Fennimore mentioned two Poulsen ApS machines are presently in use in California and another mechanical weeding machine made by Steketee IC (intelligent cultivator) from The Netherlands is being tested in the Salinas Valley,” Fennimore noted. Teams are attempting to determine how the machine could be improved for use here, and the machines are becoming available for growers to test.
The biggest crowd that has observed the Poulsen Robovator was at the UC Davis Weed Day in 2015. “We have also been going to individual farms, showing it to farmers and explaining what it does,” said Fennimore. “We brought the machine to a Ventura lettuce farm about a month ago, and a few weeks ago we had it in tomatoes,” he noted.
With tomatoes, we are looking at less than 10,000 plants per acre,” Fennimore said, “so we can go about 5 mph in the tomatoes because the knives do not have to open and close as fast. However, with lettuce, we are looking at maybe 60,000 plants per acre, so you would have to go more slowly, around 1-2 mph in lettuce.”
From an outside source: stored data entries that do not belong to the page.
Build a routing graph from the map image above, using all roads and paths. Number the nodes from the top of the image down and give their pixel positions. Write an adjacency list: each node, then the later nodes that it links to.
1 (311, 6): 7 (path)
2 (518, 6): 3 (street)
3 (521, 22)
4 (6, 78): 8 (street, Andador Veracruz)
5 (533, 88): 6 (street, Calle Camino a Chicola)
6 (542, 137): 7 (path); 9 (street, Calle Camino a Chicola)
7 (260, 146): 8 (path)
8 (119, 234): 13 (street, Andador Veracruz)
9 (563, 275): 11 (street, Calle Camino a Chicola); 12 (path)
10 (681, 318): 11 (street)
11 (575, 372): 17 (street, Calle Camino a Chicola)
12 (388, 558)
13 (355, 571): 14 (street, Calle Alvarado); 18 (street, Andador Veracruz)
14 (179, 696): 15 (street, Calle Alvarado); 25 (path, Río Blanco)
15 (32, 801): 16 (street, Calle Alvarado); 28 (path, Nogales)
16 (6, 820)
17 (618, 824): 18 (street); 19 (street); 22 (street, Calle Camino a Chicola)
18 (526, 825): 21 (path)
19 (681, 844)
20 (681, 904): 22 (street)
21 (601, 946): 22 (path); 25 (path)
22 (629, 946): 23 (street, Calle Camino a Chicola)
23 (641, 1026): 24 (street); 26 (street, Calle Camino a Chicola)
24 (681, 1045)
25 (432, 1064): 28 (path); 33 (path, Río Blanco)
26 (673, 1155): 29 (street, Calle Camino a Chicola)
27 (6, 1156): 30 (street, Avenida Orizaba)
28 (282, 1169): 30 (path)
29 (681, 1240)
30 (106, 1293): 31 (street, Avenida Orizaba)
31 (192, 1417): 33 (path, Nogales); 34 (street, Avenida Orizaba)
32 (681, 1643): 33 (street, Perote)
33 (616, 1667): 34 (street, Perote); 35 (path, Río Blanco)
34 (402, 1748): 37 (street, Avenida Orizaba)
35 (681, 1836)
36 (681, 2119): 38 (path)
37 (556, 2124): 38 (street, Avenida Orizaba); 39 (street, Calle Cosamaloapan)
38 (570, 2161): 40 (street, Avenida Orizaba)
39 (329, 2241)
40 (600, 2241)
Even on conventional vegetable farms, hand-hoeing is often done due to the lack of adequate herbicides. “We do not have a good spectrum of coverage,” said Fennimore, “and there are unsolved weed problems that are going to be hard to untangle.”
The development cost of the original machine prototype, the most expensive phase, was $11 to 15 million, as compared to the $250 to 300 million necessary to get an herbicide to label. And since 2010, only four new active herbicide ingredients have been developed worldwide. For lettuce applications, the last new herbicide was introduced about 40 years ago.
Yet another machine in development that Fennimore recently read about is essentially a weed-punch machine with electronics by Deepfield Robotics, a Bosch start-up company in Germany. “These guys drive through the fields, the machine finds the weeds and instantly punches them dead-center into the ground,” he elaborated.
Fennimore considered using such machinery on fields of garlic, onions or spinach that are densely planted, where back and forth knives would not work well. He theorized that machinery that can distinguished the weeds from the crop might work simply by punching the weed down into the soil where it’s not going to thrive. But perfecting this prototype is going very slowly, as it must accommodate a variation of cameras, weeds and crops. Yet, Fennimore expressed optimism, “I see a lot of potential with this type of technology because it can be modified.”